La solita marchetta a qualche bottegaio amico che pensa che il calo delle vendite sia dovuto non alla crisi economica ma alla presenza del “nero”, tanto per capirci.
Quindi ecco lo spottone della giunta Bucci che invece che creare i 30.000 posti di lavoro promessi, si appunta la stella da sceriffo al petto annunciando “pattuglie triplicate e dedicate specificamente al contrasto dell’abusivismo e del degrado”
In una città dove i reati sono calati, come ha dovuto ammettere a denti stretti lo stesso Bucci, dopo aver sostenuto tutto il contrario in campagna elettorale, ma dove “bisogna aumentare la percezione di sicurezza dei cittadini” (ovvero prenderli per il culo).
Da domani quindi “la polizia municipale si muoverà secondo un nuovo piano operativo stilato dal comandante Giacomo Tinella: più pattuglie “miste” (controllo del territorio e controllo dell’abusivismo) ma, ammette Tinella, “ciò comporterà meno controllo del traffico”. Tradotto: meno vigili agli incroci, meno multe per infrazioni al codice della strada.

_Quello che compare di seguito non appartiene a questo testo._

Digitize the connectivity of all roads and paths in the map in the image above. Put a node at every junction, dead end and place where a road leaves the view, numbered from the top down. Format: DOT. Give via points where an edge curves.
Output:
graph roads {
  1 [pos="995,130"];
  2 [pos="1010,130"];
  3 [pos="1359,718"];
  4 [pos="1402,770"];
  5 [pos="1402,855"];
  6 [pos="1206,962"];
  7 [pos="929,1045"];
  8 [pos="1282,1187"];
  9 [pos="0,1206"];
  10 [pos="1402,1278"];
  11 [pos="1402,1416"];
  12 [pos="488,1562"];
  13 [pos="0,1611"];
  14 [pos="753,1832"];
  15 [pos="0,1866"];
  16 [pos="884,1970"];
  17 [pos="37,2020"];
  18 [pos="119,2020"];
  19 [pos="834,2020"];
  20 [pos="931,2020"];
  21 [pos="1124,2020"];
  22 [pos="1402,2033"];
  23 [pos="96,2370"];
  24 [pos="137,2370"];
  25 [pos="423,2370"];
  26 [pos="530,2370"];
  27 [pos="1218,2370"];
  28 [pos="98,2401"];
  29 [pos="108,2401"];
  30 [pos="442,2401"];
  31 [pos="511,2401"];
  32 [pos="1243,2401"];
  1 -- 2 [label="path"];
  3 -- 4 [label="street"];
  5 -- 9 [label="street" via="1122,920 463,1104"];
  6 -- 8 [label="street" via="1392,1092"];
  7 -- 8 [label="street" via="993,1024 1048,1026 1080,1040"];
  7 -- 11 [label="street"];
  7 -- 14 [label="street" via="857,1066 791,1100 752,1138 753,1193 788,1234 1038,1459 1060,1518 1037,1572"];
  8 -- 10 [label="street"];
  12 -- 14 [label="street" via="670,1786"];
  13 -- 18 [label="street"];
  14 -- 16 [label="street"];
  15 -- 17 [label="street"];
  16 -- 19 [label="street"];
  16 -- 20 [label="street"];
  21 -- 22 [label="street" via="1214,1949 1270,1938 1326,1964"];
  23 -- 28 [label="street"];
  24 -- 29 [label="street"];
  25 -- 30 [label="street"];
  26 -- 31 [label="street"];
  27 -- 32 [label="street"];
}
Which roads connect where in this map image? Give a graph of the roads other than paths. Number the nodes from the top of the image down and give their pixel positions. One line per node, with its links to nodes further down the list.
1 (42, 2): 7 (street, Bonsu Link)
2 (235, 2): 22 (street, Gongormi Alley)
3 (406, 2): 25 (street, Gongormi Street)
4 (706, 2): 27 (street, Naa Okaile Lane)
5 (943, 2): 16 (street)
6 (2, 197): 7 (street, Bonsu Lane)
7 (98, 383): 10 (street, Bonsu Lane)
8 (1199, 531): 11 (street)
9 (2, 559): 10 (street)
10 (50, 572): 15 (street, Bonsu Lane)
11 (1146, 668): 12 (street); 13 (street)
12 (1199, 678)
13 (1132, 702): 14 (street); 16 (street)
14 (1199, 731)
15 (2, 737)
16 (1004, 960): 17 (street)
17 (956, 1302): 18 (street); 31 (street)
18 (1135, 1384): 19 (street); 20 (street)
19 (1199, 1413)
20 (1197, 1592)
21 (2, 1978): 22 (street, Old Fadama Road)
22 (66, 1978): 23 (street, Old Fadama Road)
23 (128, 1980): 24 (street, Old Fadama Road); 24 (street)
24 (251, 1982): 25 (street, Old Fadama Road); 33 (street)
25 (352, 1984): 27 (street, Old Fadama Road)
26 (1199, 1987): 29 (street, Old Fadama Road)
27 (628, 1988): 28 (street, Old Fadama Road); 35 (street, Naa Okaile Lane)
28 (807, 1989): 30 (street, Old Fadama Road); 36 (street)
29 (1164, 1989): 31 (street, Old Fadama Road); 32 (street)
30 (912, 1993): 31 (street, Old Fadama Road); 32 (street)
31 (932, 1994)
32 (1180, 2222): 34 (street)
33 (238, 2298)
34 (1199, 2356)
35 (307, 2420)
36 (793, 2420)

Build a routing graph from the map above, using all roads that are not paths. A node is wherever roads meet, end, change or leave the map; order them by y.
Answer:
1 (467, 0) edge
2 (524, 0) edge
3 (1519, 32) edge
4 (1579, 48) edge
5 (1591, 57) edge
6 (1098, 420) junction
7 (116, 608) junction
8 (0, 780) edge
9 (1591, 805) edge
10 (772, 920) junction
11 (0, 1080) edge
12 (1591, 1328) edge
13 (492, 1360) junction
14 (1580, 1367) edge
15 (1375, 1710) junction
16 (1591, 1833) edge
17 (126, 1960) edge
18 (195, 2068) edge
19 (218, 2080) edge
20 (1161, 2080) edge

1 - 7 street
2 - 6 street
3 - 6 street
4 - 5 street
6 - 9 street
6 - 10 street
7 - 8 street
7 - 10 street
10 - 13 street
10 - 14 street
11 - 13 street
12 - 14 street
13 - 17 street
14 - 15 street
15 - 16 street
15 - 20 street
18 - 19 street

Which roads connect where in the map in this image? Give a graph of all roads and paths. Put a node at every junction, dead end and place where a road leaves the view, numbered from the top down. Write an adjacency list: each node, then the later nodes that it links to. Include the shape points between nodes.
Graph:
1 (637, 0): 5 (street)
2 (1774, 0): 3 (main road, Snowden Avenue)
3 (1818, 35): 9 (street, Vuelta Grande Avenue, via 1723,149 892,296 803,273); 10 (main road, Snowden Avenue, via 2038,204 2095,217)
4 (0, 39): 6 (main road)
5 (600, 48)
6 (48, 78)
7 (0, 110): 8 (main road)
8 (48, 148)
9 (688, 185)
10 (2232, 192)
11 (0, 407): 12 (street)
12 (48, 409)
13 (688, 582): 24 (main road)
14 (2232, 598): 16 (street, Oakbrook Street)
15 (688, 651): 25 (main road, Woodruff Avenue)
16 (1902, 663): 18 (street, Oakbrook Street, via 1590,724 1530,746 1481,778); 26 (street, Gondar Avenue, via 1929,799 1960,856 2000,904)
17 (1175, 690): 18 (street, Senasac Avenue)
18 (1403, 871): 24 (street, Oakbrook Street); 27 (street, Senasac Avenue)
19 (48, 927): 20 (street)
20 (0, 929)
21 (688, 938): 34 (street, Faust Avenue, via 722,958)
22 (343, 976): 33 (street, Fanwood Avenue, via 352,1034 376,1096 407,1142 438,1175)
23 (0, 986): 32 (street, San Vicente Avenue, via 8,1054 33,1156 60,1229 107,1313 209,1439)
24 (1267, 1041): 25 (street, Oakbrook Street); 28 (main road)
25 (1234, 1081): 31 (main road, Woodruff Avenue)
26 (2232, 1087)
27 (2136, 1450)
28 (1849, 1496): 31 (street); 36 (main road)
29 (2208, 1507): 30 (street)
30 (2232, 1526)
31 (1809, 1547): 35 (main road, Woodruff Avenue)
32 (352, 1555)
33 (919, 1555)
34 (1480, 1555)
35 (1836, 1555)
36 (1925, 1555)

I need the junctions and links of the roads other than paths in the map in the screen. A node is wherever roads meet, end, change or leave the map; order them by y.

In una città dove quasi ogni giorno si registra un incidente grave o mortale e i passanti corrono seri rischi di essere travolti, i guerrieri padani si divertono a dare la caccia a qualche disperato che stende un lenzuolo per ricavare di che mangiare e sbarcare il lunario.
Sembra di tornare ai tempi delle ronde padane quando una piccola corte di miracoli si aggirava di notte per la città con il fotografo al seguito e la scorta della polizia incazzata perchè doveva pure proteggerli.
Ora l’impresentabile “assessore ai bottegai” annuncia: “venerdì faremo un blitz antidroga nei luoghi della movida”.
Ma non aveva già detto che lo avrebbe fatto venerdi scorso?
Forse non ha trovato la scorta della polizia e ha paura di andare da solo come fanno tutti i genovesi senza che accada nulla?”
In compenso parla sempre di migliorare il “decoro” di Piazza della Vittoria, va beh l’hanno capito tutti che abiti lì, cercheremo di passare altrove per evitare brutti incontri.